Another method of electromechanical stimulation is to house the coil and magnet together. In this situation, a probe extending from this assembly must be in contact with the ossicular chain. As current is passed through the assembly, vibrations from the probe are sent directly to the ossicular chain. This form of electromechanical stimulation optimizes the spatial and geometric relationships to avoid the problem of changing alignment that may occur between the coil and magnet. The major limitation of this type of device is the attachment of the stimulating device, or coupler, to the ossicles or inner ear. If the device shifts relative to the position of the ossicles or inner ear, there may be a reduction in optimal transmission of auditory stimuli.

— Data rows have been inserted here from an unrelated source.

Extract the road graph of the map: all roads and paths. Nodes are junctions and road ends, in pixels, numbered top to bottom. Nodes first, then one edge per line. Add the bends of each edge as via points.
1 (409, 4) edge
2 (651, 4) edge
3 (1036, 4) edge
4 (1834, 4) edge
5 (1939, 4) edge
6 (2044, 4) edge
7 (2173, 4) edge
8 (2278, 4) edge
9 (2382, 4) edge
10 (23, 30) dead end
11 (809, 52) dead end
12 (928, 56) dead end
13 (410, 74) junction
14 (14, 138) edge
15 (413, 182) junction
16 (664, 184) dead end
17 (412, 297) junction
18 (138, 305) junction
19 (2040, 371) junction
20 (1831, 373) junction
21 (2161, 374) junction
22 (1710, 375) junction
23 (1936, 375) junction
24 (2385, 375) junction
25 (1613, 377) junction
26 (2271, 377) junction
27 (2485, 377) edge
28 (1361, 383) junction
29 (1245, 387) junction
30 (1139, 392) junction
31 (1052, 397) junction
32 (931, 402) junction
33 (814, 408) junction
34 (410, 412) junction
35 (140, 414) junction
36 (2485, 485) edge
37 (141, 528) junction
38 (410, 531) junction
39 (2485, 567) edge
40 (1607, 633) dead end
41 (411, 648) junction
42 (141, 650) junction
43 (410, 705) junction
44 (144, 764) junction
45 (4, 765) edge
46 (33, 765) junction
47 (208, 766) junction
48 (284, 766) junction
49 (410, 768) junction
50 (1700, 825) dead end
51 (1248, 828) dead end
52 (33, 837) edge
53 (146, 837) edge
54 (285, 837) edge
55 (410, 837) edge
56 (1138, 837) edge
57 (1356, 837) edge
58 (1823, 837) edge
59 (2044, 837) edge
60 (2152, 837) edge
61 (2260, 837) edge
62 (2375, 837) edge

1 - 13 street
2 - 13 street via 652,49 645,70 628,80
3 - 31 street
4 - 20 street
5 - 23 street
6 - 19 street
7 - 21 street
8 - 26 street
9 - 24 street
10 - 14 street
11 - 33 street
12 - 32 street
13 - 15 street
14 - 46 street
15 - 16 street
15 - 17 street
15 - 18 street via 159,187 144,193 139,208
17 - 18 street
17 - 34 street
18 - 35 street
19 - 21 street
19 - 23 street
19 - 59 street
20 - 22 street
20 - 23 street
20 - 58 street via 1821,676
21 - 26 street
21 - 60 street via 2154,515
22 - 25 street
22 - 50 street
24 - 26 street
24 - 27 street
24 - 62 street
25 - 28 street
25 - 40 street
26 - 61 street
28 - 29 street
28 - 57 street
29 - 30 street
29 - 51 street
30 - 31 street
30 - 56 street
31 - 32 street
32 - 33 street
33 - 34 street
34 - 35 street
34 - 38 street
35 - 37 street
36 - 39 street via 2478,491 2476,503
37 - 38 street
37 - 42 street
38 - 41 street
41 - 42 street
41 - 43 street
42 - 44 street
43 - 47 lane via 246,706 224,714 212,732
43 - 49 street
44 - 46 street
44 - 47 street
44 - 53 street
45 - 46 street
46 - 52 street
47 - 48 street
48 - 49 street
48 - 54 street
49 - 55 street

History of Middle Ear Implants

The use of a magnetic field to induce mechanical vibrations to stimulate the ossicles is not new. This concept can be traced back to 1935 when Wilska placed iron particles directly on the tympanic membrane. A magnetic field was generated by an electromagnetic coil inside an earphone, which caused the iron fillings to vibrate in synchrony with the magnetic field, producing vibration of the tympanic membrane, simulating hearing. Later, Rutschmann glued 10-mg magnets onto the umbo, causing it to vibrate via the application of a modified magnetic field with an electromagnetic coil. The resulting vibration of the ossicles produced hearing sensation. The implantation of devices within the middle ear space did not occur until the 1970s with the Rion device, to be discussed later in this chapter. Frederickson et al. developed the first mechanical device at Washington University in St. Louis, Missouri in 1973. This device, which used a multichannel digital signal processor that transmitted power to the implanted coil via a transcutaneous link, was implanted in 12 rhesus monkeys. After 2 years of implantation, there was no damage to the cochlea or peripheral auditory system. Frederickson found that the results from mechanical stimulation were similar to those produced by acoustic stimulation and that high-intensity signals could be delivered to the middle ear effectively.

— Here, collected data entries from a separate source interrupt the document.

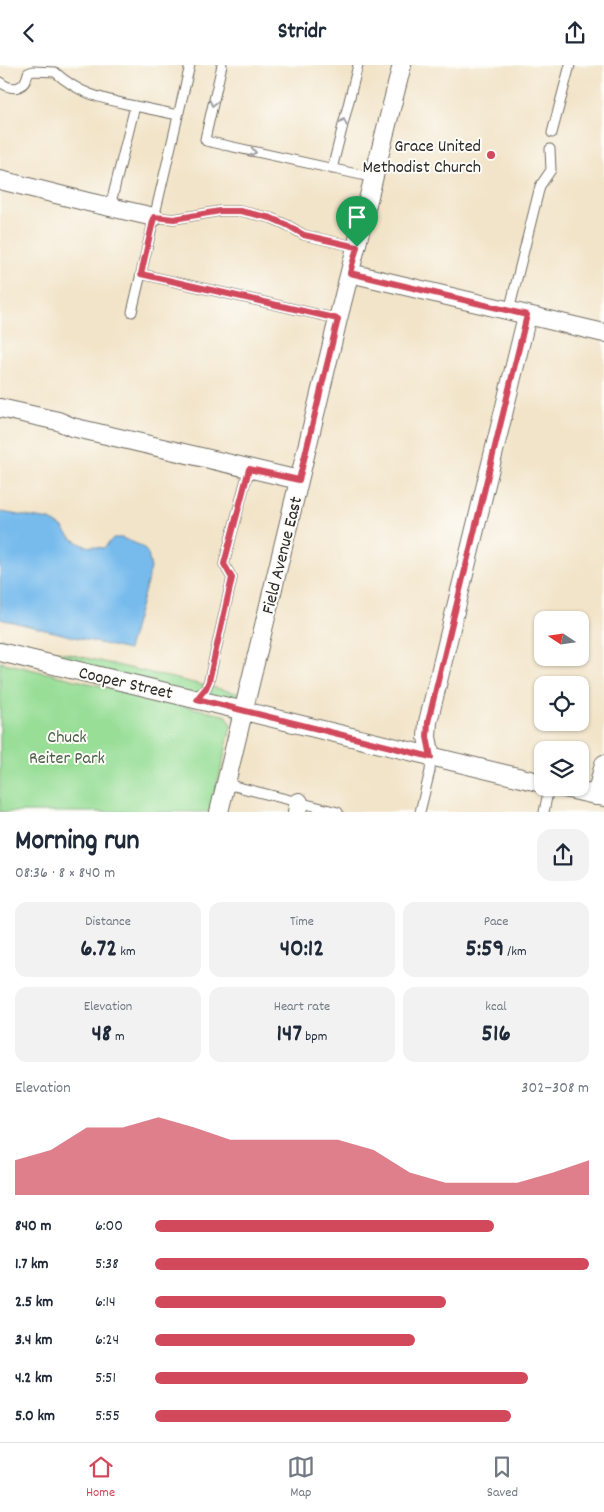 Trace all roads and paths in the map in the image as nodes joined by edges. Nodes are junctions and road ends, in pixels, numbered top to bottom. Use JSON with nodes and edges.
{"nodes":[{"id":1,"x":190,"y":65,"type":"edge"},
{"id":2,"x":222,"y":65,"type":"edge"},
{"id":3,"x":358,"y":65,"type":"edge"},
{"id":4,"x":402,"y":65,"type":"edge"},
{"id":5,"x":570,"y":65,"type":"edge"},
{"id":6,"x":31,"y":68,"type":"edge"},
{"id":7,"x":0,"y":82,"type":"edge"},
{"id":8,"x":136,"y":106,"type":"junction"},
{"id":9,"x":178,"y":115,"type":"junction"},
{"id":10,"x":552,"y":133,"type":"dead end"},
{"id":11,"x":550,"y":149,"type":"dead end"},
{"id":12,"x":332,"y":169,"type":"junction"},
{"id":13,"x":375,"y":178,"type":"junction"},
{"id":14,"x":0,"y":180,"type":"edge"},
{"id":15,"x":110,"y":207,"type":"junction"},
{"id":16,"x":154,"y":217,"type":"junction"},
{"id":17,"x":357,"y":247,"type":"junction"},
{"id":18,"x":350,"y":273,"type":"junction"},
{"id":19,"x":141,"y":274,"type":"junction"},
{"id":20,"x":509,"y":311,"type":"junction"},
{"id":21,"x":132,"y":312,"type":"dead end"},
{"id":22,"x":527,"y":315,"type":"junction"},
{"id":23,"x":338,"y":319,"type":"junction"},
{"id":24,"x":604,"y":333,"type":"edge"},
{"id":25,"x":0,"y":408,"type":"edge"},
{"id":26,"x":249,"y":469,"type":"junction"},
{"id":27,"x":299,"y":480,"type":"junction"},
{"id":28,"x":0,"y":652,"type":"edge"},
{"id":29,"x":197,"y":699,"type":"junction"},
{"id":30,"x":243,"y":710,"type":"junction"},
{"id":31,"x":431,"y":757,"type":"junction"},
{"id":32,"x":604,"y":764,"type":"edge"},
{"id":33,"x":534,"y":781,"type":"edge"},
{"id":34,"x":226,"y":784,"type":"junction"},
{"id":35,"x":547,"y":796,"type":"edge"},
{"id":36,"x":600,"y":796,"type":"edge"},
{"id":37,"x":298,"y":807,"type":"edge"},
{"id":38,"x":219,"y":812,"type":"edge"},
{"id":39,"x":338,"y":812,"type":"edge"},
{"id":40,"x":420,"y":812,"type":"edge"},
{"id":41,"x":544,"y":812,"type":"edge"}],
"edges":[{"from":1,"to":9,"type":"lane"},
{"from":2,"to":12,"type":"lane","one_way":true},
{"from":12,"to":3,"type":"lane","one_way":true},
{"from":4,"to":13,"type":"street","name":"Field Avenue East"},
{"from":5,"to":10,"type":"lane"},
{"from":6,"to":7,"type":"lane"},
{"from":6,"to":8,"type":"lane"},
{"from":8,"to":9,"type":"lane"},
{"from":8,"to":15,"type":"lane"},
{"from":9,"to":16,"type":"lane"},
{"from":11,"to":20,"type":"lane"},
{"from":12,"to":13,"type":"lane"},
{"from":13,"to":17,"type":"street","name":"Field Avenue East"},
{"from":14,"to":15,"type":"street"},
{"from":15,"to":16,"type":"street"},
{"from":16,"to":17,"type":"lane"},
{"from":16,"to":19,"type":"lane"},
{"from":17,"to":18,"type":"street","name":"Field Avenue East"},
{"from":18,"to":20,"type":"street"},
{"from":18,"to":23,"type":"street","name":"Field Avenue East"},
{"from":19,"to":21,"type":"lane"},
{"from":19,"to":23,"type":"lane"},
{"from":20,"to":22,"type":"street"},
{"from":22,"to":24,"type":"street"},
{"from":22,"to":31,"type":"street"},
{"from":23,"to":27,"type":"street","name":"Field Avenue East"},
{"from":25,"to":26,"type":"street"},
{"from":26,"to":27,"type":"street"},
{"from":26,"to":29,"type":"lane"},
{"from":27,"to":30,"type":"street","name":"Field Avenue East"},
{"from":28,"to":29,"type":"street","name":"Cooper Street"},
{"from":29,"to":30,"type":"street","name":"Cooper Street"},
{"from":30,"to":31,"type":"street","name":"Cooper Street"},
{"from":30,"to":34,"type":"street","name":"Field Avenue East"},
{"from":31,"to":33,"type":"street","name":"Cooper Street"},
{"from":31,"to":40,"type":"lane"},
{"from":32,"to":36,"type":"street"},
{"from":34,"to":37,"type":"lane"},
{"from":34,"to":38,"type":"street","name":"Field Avenue East"},
{"from":35,"to":41,"type":"lane"},
{"from":37,"to":39,"type":"lane"}]}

Maniglia et al. at Case Western Reserve University in Cleveland, Ohio demonstrated the use of an electromagnetic device in cats. This group used the malleus as the microphone for a totally implantable device, which was implanted in cats for approximately 9 months. As with Frederickson’s experiments, the results demonstrated thresholds from mechanical stimulation comparable with acoustic stimulation with no adverse effects on the middle or inner ear. Dumon et al. in Bordeaux, France worked on piezoelectric devices placed in contact with the round window membrane. Twelve guinea pigs were stimulated over a 7-month period. This group attached the piezoelectric devices to the round window without removing any other component of the ossicular chain.